In a blow to defense contracting giant, CACI International Inc., U.S. District Court Judge Gerald Bruce Lee ruled on March 18 that a lawsuit filed by the Center for Constitutional Rights (CCR) on behalf of torture victims held at the notorious Abu Ghraib prison in Iraq can proceed.
Denying CACI’s motion to dismiss the former prisoners’ claims, which allege multiple violations of U.S. law, including torture, war crimes and conspiracy, Judge Lee ruled that “[t]he fact that CACI’s business involves conducting interrogations on the government’s behalf is incidental; courts can and do entertain civil suits against government contractors for the manner in which they carry out government business. CACI conveniently ignores the long line of cases where private plaintiffs were allowed to bring tort actions for wartime injuries.” According to CCR:
The Court also rejected CACI’s effort to shield itself from accountability by invoking the political question doctrine. The Court found “the policy is clear: what happened at Abu Ghraib was wrong.” The Court reasoned “While it is true that the events at Abu Ghraib pose an embarrassment to this country, it is the misconduct alleged and not the litigation surrounding that misconduct that creates the embarrassment. This Court finds that the only potential for embarrassment would be if the Court declined to hear these claims on political questions grounds. Consequently, the Court holds that Plaintiffs’ claims pose no political question and are therefore justiciable.” (“Court Rules Abu Ghraib Torture Victims Can Sue Contractor CACI, According to Legal Team for Former Detainees,” Center for Constitutional Rights, Press Release, March 19, 2009)

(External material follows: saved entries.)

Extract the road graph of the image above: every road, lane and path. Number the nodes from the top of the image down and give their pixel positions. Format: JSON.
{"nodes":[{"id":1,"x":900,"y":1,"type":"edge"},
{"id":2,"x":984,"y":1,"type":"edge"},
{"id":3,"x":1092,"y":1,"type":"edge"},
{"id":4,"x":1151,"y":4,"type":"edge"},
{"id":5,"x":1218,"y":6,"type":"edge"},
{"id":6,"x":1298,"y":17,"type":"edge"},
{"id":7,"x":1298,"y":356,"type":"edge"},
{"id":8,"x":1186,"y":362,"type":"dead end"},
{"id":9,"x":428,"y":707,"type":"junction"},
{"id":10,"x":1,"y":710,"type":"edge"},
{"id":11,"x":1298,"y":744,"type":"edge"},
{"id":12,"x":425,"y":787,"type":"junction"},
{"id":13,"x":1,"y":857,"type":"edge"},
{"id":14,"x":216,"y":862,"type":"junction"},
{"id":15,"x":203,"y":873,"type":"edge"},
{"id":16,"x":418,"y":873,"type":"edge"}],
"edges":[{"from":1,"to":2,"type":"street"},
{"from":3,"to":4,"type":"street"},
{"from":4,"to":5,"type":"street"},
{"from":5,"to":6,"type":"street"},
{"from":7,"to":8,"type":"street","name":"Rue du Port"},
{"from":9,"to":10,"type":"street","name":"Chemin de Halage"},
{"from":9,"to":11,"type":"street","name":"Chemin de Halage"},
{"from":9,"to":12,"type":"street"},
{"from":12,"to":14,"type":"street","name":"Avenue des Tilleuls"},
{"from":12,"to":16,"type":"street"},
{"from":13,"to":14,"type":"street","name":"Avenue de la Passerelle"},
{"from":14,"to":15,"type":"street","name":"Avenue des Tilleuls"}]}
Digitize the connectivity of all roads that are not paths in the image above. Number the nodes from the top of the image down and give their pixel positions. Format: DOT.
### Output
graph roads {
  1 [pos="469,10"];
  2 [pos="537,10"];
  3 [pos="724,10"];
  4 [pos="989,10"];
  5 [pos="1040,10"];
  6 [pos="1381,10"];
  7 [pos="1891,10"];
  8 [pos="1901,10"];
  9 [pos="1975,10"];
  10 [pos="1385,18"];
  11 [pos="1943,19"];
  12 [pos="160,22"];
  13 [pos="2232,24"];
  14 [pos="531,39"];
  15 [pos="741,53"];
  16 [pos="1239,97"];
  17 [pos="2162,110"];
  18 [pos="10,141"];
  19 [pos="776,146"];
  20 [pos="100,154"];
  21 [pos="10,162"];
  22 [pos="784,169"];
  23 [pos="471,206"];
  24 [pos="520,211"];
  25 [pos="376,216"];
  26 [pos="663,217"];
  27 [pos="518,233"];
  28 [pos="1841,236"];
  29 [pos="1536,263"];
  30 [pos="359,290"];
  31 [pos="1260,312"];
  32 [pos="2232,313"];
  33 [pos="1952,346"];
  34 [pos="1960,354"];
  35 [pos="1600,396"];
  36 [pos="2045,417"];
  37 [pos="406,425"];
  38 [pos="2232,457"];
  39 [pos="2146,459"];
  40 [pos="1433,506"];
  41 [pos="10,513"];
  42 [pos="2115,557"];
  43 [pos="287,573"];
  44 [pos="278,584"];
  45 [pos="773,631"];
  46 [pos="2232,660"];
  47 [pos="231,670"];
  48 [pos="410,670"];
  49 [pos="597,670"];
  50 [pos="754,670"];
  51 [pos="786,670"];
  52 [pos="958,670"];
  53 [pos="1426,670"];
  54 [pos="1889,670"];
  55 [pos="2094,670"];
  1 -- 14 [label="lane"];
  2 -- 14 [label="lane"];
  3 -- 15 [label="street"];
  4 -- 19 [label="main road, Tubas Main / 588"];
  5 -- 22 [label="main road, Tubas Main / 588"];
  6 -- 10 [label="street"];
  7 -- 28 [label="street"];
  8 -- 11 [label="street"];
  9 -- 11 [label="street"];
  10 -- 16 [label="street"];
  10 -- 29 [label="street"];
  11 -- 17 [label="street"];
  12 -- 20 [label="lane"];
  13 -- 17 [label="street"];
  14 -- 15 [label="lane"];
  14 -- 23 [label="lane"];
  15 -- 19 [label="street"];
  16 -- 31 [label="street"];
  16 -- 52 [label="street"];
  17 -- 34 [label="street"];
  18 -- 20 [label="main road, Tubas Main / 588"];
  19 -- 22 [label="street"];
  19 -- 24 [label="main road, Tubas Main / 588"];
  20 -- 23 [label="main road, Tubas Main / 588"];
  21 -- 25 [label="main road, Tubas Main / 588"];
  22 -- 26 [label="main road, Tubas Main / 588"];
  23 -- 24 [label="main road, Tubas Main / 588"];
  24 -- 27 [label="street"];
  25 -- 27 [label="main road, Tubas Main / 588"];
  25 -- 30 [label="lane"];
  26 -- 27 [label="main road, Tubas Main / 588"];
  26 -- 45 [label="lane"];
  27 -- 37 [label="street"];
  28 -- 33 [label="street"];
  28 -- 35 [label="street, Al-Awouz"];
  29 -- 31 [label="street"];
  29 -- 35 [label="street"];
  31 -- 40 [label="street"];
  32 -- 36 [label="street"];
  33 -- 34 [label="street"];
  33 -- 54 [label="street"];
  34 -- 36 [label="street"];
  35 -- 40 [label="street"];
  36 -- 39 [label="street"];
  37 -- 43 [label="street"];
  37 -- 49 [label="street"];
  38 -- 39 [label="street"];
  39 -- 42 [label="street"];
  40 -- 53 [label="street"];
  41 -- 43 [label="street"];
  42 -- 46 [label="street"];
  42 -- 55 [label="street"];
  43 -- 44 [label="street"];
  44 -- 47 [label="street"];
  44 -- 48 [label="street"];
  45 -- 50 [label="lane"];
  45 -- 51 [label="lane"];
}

According to CCR, CACI employees “not only participated in physical and mental abuse of the detainees, but also destroyed documents, videos and photographs; prevented the reporting of the torture and abuse to the International Committee of the Red Cross; hid detainees and other prisoners from the International Committee of the Red Cross; and misled non-conspiring military and government officials about the state of affairs at the Iraq prisons.”
Filed in January 2008 under the Alien Tort Statute, the suit originally included defense contracting giant L-3 Services (the former Titan Corporation) but were “dismissed without prejudice” last year. This means the plaintiff would be allowed to bring a new suit on the same claim.
While CACI believes “it is improper for the courts to allow lawsuits against either the government or contractors by aliens detained as enemies during wartime,” Washington Technology reported, the court shot down their argument.
The insider tech publication averred, “CACI sought immunity against the lawsuits and claimed that the actions of its contract interrogators at Abu Ghraib were beyond judicial review. But court martial and other testimony of the soldiers convicted of abuse linked CACI personnel to the abuse.”
The giant defense firm claimed in a 2008 book, “Our Good Name,” that after five years of numerous investigations no CACI employee or former employee has been charged with misconduct in connection with CACI’s interrogation work.
True enough as far as it goes, the Bush gang sought to cover their tracks by crafting a legal smokescreen meant to conceal state policies that can only be described as torture in Iraq, Afghanistan, indeed on a planetary scale, and engaged in a systematic cover-up meant to shield high administration officials from the consequences.
Despite a pledge to be a “change administration,” the Obama national security team has reprised many of the same policies of their predecessors. While the administration has issued orders requiring strict adherence to antitorture statutes, vowed to close the Guantánamo Bay Detention facility, has dropped the term “enemy combatant” from its lexicon and is considering to kick the phrase “global war on terror” to the curb, the substance of their policies retain many features of the previous regime in Washington.